It seems like every year at this time the Daily feels compelled to publish an article critical of the recruitment efforts of fraternities and sororities. The articles raise a number of legitimate issues, but the central theme is that recruitment should be held later in the year. The editorial Monday continued this tradition (Feeling less rushed, 09/15/2008). I believe the Daily’s articles display a lack of faith and trust in our students.

Michigan students are asked to make many choices. They’ve chosen the University, a major course of study and a class schedule. Much of welcome week and Orientation is designed to help them choose among the many options available at the University to get involved. Whether it is Dance Marathon, Best Buddies, Relay for Life, Hispanic and Latino Business Students Organization, K-Grams, Students Against Cancer or the Indian American Student Association, our students are encouraged to engage in student life and activities and become part of our community.

Why should the decision about whether to join a sorority or fraternity be restricted or limited? Are students unable to decide for themselves whether the benefits of Greek life are right for them? Why is this decision different from choosing to join other student organizations? Must we shelter or protect students from certain decisions? No one is forced to go through recruitment or join a chapter. About 15 percent of students join a fraternity or sorority, so clearly, many students choose other options. Some choose to join a fraternity or sorority after their first semester. Deferring recruitment to the winter semester only means one new member class per year, limiting students’ options. The goal is to create more options, not less.

The editorial cited the stress and anxiety of rushing during the first few weeks of the fall semester while freshmen are settling in as one of the main reasons to delay recruitment.
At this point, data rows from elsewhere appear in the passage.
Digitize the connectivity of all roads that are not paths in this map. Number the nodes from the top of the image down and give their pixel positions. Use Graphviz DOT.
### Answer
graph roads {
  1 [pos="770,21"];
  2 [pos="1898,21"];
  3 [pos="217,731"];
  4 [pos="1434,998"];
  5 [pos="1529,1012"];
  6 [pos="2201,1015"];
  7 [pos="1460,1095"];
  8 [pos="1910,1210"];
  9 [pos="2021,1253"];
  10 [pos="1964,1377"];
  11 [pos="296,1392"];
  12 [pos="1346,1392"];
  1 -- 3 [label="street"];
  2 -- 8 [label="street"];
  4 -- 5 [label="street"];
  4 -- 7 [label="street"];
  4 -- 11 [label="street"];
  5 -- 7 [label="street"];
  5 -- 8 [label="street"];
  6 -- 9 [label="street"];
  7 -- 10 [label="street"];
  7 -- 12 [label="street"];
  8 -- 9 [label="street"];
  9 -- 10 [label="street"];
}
What is overlooked is that delaying recruitment simply prolongs the “informal” recruitment process, adding to stress and anxiety. Such a delay in recruitment could negatively impact academic performance, one of the concerns expressed in the editorial. According to a study of University of Michigan students, conducted by the Gamma Sigma Alpha National Greek Academic Honor Society, students who join a fraternity or sorority during their first semester actually performed better academically than students who didn’t join. One explanation for this could be the support and encouragement that is provided by chapters to its members, especially new members.

The Daily also seemed concerned that some students will make a decision they will later regret. While unfortunate, why is that a reason to restrict all students from making their own choice? We all make decisions that we regret (choice of university; choice of partner; choice of major or career; choice of what to eat, what to wear, where to go, etc.). Hopefully, we learn from that experience and become a little wiser. There is no way to predict whether our choices will be good or bad. Timing does not guarantee success.

But what about those students who feel ready to choose Greek Life? Why should we limit their ability to make a good decision for themselves? Fraternities and sororities help new members get acclimated and feel comfortable at our large, de-centralized university. Most members of sororities and fraternities feel their decision to join was one of the best decisions of their lives. Several recent studies have found that students who join a fraternity or sorority are more likely to stay in school, be more involved in co-curricular activities, graduate and have a closer connection with their university than those who don’t. That is precisely the goal the University has for all its students — engagement with their community.

Greek Life isn’t perfect, and it isn’t for everyone. But it is right for some, and the decision, including the timing, should be left up to each student. The Daily should have more faith and trust in our students.

Chris Haughee is the assistant director of the Office of Greek Life.